All this gives him unchallengeable liberation credentials that come indispensable in every Zanu PF election campaign. That is the reason why each year the President says he would have long called it a day but he stays on because he is being “asked” to soldier on.

WikiLeaks claimed the head of the United Nations once offered the President a lucrative retirement package if he stood down, but his administration has vehemently denied this.

Such a prospect would certainly come as God-given to many Zimbabweans who believe the President is now over the hill and is no longer capable of comprehending issues affecting the country.

There are, however, still many that believe President Mugabe may be old but is still in a good state of health. Some four years ago, Political analyst Ernest Mudzengi said: “The only fear is that Zanu PF is hanging by him and his exit might mean the end of the party. It will, however, be in his best interest and that of the country for him to retire before his health starts failing him.

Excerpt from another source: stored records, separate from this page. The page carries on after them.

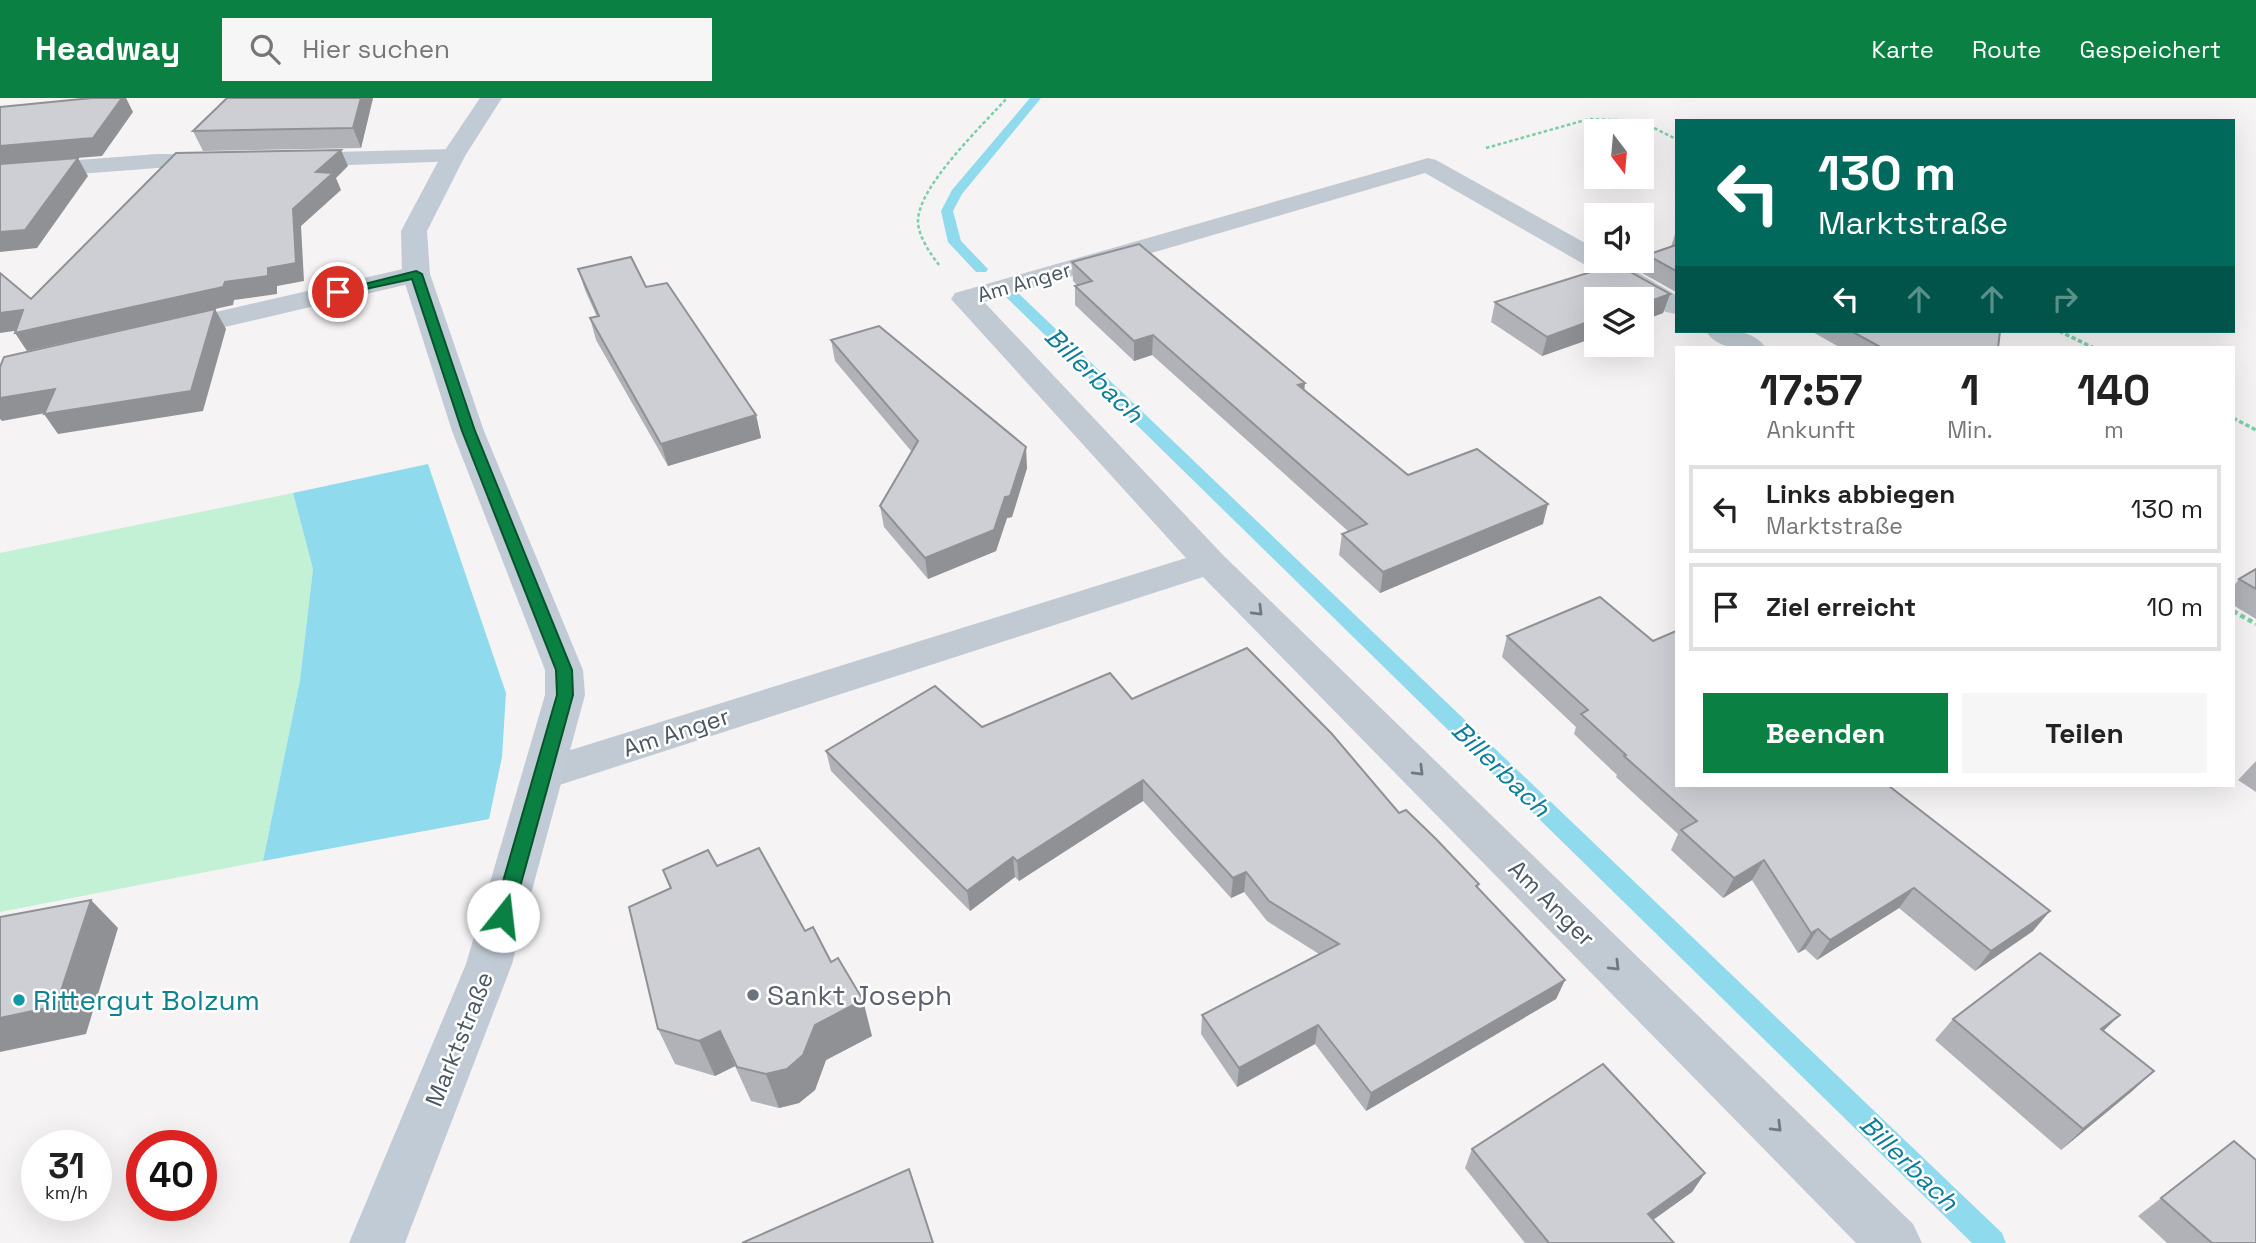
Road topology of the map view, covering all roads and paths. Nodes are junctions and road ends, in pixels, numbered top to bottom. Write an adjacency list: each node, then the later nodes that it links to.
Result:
1 (491, 98): 4 (street, Marktstraße)
2 (1007, 98): 10 (path)
3 (1675, 138): 5 (path)
4 (453, 156): 6 (street); 9 (street, Marktstraße)
5 (1428, 165): 7 (street); 10 (street, Am Anger)
6 (0, 173)
7 (1584, 254)
8 (1617, 273): 11 (street)
9 (416, 274): 14 (street); 22 (street, Marktstraße)
10 (965, 299): 19 (street, Am Anger)
11 (1675, 305)
12 (1724, 333): 15 (street)
13 (2063, 333): 16 (path)
14 (148, 335)
15 (1747, 346)
16 (2090, 346)
17 (2235, 419): 18 (path)
18 (2256, 430)
19 (1210, 563): 22 (street, Am Anger); 24 (street, Am Anger, one-way to 24)
20 (2235, 612): 21 (path)
21 (2256, 624)
22 (544, 774): 23 (street, Marktstraße)
23 (377, 1243)
24 (1894, 1243)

Whatever will happen after that might be catastrophic for the country because there is no guarantee that there will be a peaceful transition of power and that anarchy will not occur.”

It is for this reason that President Mugabe should, at the coming congress of his party, consider appointing a successor — that being the only way a smooth and bloodless transition from the Mugabe era could be guaranteed.

While the emergence of his wife Grace in the politburo is certain to protect and further the Gu-shung-oh dynasty, prospects of her landing the presidency are for many reasons, very remote.

Feedback: tchipangura@standard.co.zw

5 Responses to Mugabe must be allowed to go home and rest

  1. Musona August 3, 2014 at 9:28 pm #

    What a load of garbage from Tangai Chipangura. He writes “There is no doubt that President Mugabe has individually contributed invaluably towards the independence and well-being of Zimbabwe”.
    Mugabe inherited the second most prosperous economy in Africa from Muzorewa who had inherited from Ian Smith. The truth is we blacks were already well up before we voted Mugabe into power in 1980. You, Tangai, are probably too young to know these facts. Our standard of living was far much better than all other blacks in all African countries. I don’t know why you are giving credit to Mugabe? For doing what? Being voted into power by us?
    There is a saying that you can tell the backwardness of a country by the way the people revere their leaders for no apparent reason. You write as if Mugabe waved some magic wand and we were somehow released from some imaginary “prison”. we all looked forward to black rule, which by the way started in 1979 with Muzorewa, but it turned out to be no big deal. The day still remained at 24 hours. If you had experienced life as a working adult in Rhodesia, and moved over to Zimbabwe then you know there was no big deal. The reason why we are were we are is because of you young generation who imagine things and write about things you never experienced as working adults, heaping praise on the likes of Mugabe for no apparent reason. When we ask you what changed from Rhodesia to Zimbabwe we get some very stupid answers like – black education received less funding that white schools – was inferior! Yet thousands of blacks managed to go to University in Rhodesia! Some do not realise that there was no single school in this land and it was the colonialists who introduced education. Looking a gift horse in the mouth.

    • abused August 12, 2014 at 9:05 am #

      You’re spot on Musona. There is no need really to shower Mugabe with all the praises He does not deserve even an iota of it. He usurped the leadership of the struggle to begin with. And then presided over the demise of everything in Zimbabwe literally. Plundering maiming and killing. The so called liberation struggle was a shear and unnecessary loss of innocent lives all for nothing

  2. Musona August 3, 2014 at 9:30 pm #

    One sentence should read, “When we ask you what changed from Rhodesia to Zimbabwe we get some very stupid answers like – black education received less funding than white schools – was inferior!”

  3. Leroy August 6, 2014 at 5:13 pm #

    Sometime in october some people will demand that grace be vice president…..just watch this space.